1901年の北京議定書は、巨額の賠償金(海関収入などを担保)、北京の公使館区域の拡張と常駐軍、沿海・沿線の砲台撤去、軍需品の輸入規制、義和団支持官吏の処罰などを清に課し、すでに進んでいた主権侵害を制度として固定しました。中国の財政・軍事・外交はさらに列強の監視下に置かれ、教育・警察・税制の改革にも外資と顧問が深く関与する構図が一般化します。
中国側の応答:改革・立憲・革命、そして国権回復運動
中国社会は受け身ではありませんでした。康有為・梁啓超らの変法派は1898年に戊戌変法を試み、挫折後も立憲と制度改革の世論を形成しました。清廷も義和団事件後に新政(科挙廃止、軍制・教育・財政・地方行政の改革)を推進しますが、財政基盤の弱さと外債依存が限界となります。孫文ら革命派は海外華僑ネットワークと都市労働者・学生を動員し、鉄道国有化に伴う地方の反発(保路運動)などの不満をすくい上げ、1911年の武昌起義から辛亥革命へと繋げました。

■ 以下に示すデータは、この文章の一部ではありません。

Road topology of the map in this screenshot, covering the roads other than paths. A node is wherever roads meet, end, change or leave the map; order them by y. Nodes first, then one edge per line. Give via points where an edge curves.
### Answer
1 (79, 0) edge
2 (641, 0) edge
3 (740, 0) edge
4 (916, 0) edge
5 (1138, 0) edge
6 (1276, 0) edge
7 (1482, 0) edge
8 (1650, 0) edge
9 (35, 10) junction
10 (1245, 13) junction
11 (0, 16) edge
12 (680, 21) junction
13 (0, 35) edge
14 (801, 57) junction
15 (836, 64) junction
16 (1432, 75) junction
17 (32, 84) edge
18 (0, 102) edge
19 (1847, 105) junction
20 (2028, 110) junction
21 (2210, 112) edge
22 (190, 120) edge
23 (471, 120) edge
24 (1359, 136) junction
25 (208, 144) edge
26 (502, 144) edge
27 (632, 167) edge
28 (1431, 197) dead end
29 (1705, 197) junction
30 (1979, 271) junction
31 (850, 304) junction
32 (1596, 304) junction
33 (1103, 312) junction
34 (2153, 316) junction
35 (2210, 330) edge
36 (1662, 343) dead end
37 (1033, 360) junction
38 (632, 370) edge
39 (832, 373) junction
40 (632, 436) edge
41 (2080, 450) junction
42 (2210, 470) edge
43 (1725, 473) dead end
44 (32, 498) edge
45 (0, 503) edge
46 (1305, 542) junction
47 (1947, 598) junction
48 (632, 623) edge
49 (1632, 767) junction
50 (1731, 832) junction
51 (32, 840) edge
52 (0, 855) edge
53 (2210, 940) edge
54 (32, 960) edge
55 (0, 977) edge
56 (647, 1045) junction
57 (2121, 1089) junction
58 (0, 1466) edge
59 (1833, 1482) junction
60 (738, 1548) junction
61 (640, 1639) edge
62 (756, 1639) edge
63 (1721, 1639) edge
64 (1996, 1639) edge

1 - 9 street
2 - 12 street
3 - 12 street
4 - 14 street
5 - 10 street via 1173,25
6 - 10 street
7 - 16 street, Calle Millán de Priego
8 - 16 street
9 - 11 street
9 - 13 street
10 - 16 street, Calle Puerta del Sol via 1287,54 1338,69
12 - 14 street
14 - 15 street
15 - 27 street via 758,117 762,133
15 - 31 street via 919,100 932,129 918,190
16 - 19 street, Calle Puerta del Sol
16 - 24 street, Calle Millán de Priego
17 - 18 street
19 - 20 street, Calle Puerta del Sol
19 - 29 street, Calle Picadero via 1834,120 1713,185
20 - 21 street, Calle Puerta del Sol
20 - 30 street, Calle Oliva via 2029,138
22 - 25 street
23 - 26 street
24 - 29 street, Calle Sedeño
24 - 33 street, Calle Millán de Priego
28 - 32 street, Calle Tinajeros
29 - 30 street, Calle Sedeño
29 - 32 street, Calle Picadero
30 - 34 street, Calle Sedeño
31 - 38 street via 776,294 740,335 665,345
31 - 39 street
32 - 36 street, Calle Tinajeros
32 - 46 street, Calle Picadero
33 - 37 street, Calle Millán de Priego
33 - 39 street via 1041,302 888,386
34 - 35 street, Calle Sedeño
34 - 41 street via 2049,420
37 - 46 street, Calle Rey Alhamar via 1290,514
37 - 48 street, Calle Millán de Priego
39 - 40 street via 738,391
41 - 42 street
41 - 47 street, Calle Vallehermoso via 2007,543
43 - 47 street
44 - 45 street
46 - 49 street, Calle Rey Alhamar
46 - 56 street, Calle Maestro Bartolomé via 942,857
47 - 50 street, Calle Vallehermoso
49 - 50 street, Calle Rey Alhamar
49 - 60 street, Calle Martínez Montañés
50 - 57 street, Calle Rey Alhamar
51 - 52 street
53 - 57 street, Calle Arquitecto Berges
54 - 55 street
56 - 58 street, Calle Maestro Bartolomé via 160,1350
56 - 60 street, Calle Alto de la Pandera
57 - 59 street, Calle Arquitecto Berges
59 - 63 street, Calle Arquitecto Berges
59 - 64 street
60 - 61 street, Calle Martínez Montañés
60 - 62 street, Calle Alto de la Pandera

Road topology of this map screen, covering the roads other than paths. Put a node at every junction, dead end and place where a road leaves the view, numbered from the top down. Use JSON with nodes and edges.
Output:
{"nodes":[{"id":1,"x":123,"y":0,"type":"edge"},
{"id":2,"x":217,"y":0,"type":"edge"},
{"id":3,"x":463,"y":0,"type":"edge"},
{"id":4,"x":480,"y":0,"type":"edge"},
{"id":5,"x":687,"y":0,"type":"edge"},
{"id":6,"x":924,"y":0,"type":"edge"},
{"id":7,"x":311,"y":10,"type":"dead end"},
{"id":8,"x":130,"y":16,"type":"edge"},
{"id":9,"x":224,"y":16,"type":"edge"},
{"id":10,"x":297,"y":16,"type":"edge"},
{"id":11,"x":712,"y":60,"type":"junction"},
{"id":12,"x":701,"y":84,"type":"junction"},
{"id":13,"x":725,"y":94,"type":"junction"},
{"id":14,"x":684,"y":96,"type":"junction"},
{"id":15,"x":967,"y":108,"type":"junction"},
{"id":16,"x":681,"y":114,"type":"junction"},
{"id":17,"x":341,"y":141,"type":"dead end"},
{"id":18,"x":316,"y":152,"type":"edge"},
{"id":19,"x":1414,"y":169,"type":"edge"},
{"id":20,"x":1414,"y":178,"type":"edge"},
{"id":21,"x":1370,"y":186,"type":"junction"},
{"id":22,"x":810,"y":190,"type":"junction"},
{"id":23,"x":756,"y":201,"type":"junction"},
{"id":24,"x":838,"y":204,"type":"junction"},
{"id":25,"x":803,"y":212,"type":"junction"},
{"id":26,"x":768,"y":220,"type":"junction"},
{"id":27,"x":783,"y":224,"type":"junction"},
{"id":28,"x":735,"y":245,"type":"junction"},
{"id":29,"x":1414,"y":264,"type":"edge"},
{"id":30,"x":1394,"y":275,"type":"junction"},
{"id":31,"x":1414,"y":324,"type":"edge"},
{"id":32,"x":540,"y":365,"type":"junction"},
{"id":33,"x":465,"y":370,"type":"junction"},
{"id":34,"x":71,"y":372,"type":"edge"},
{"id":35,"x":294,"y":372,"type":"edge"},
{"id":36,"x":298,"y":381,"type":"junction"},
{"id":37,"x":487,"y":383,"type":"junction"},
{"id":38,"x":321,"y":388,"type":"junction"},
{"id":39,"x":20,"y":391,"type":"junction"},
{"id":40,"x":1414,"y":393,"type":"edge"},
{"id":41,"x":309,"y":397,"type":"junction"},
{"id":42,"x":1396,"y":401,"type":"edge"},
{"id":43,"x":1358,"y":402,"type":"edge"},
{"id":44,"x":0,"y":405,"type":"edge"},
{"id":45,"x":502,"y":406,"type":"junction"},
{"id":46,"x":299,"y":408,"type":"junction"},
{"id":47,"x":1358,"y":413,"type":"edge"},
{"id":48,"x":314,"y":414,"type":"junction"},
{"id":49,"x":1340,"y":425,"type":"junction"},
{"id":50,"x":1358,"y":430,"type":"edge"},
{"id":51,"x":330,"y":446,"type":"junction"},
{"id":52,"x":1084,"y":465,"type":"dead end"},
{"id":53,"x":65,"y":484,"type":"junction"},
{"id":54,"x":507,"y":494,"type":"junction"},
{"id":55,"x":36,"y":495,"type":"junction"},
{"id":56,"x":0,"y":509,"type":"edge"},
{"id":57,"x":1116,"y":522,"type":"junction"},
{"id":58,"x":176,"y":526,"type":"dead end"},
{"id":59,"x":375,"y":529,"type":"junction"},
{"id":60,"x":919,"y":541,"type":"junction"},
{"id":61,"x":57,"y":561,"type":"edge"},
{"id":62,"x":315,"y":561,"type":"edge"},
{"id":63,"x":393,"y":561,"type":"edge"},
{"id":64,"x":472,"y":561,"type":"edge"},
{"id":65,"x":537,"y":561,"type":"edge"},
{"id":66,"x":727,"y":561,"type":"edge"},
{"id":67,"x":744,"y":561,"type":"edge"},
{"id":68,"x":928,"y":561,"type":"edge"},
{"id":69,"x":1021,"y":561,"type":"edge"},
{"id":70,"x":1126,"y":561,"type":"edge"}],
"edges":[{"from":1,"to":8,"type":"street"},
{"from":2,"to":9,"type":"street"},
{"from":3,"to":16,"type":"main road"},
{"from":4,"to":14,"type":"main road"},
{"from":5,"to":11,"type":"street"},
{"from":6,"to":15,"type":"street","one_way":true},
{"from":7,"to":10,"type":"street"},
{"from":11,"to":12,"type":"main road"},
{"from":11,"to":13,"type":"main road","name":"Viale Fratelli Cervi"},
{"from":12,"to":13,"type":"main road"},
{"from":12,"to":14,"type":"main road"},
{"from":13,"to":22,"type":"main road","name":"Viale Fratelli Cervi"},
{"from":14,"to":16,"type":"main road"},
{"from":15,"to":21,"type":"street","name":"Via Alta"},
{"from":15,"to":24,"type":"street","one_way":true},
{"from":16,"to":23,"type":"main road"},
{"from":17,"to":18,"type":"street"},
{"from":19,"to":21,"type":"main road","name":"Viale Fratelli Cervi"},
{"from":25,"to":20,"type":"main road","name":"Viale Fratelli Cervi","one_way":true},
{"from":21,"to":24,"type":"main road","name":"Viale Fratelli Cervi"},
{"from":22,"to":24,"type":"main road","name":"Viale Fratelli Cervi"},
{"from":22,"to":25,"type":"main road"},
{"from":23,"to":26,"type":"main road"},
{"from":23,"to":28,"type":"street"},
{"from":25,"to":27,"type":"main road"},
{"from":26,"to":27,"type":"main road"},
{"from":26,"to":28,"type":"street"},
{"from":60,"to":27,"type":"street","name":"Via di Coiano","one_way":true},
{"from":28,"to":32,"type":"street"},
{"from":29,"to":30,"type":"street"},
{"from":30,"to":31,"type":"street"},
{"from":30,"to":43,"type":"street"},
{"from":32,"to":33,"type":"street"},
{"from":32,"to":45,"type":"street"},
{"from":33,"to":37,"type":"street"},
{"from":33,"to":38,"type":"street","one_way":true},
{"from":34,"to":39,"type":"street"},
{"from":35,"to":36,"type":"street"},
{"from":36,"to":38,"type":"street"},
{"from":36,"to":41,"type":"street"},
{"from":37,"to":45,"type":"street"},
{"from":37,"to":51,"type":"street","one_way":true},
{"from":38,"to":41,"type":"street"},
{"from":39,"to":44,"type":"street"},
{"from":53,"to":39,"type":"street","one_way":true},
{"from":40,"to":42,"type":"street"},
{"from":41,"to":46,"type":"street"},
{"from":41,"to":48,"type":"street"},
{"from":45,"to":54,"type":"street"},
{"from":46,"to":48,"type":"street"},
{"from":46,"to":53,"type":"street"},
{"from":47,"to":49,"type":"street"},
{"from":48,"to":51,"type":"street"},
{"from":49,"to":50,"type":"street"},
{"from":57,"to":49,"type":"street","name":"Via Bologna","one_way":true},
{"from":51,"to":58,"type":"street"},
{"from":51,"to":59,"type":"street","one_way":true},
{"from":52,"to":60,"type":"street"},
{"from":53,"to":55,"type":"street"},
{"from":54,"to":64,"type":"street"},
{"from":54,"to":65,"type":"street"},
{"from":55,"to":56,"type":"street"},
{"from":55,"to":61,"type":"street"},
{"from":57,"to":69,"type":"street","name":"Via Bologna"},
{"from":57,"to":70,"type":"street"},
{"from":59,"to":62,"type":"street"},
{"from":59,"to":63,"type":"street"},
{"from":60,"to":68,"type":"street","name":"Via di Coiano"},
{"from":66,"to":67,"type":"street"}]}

共和国成立後も、列強の利権は即座には消えませんでしたが、第一次世界大戦・ロシア革命・ワシントン会議といった国際環境の変化が、主権回復の隙間を生みます。1919年のヴェルサイユ講和で日本の山東継承が容認されると、北京・上海の学生・市民は五四運動を起こし、反帝・反封建の新文化運動が広がりました。1922年のワシントン会議では、九カ国条約が中国の主権と領土保全、門戸開放・機会均等を再確認し、列強間の露骨な「色分け」は後退します。1920年代の国民政府は、関税自主権の回復(1928年以降の関税改定)、治外法権撤廃交渉、租界の返還(廃止・回収)を段階的に進め、上海公共租界についても日中戦争前後に実効支配が変化しました。
米国の門戸開放通牒と国際政治:競合から調整へ
米国務長官ヘイの門戸開放通牒(1899・1900)は、(1)中国の領土保全、(2)各勢力圏での通商機会の平等(関税・港湾料金の無差別)、(3)列強の租界・租借地の既得権の相互尊重、を掲げ、中国市場への参入機会を確保しつつ、列強の全面的な領有分割を抑止しようとするものでした。実際には、利権の現状追認を含み、列強の競合と共存のルール化という性格が強かったものの、のちのワシントン会議や国際連盟における「領土保全・機会均等」の原則へと連なり、中国側の外交カードにもなりました。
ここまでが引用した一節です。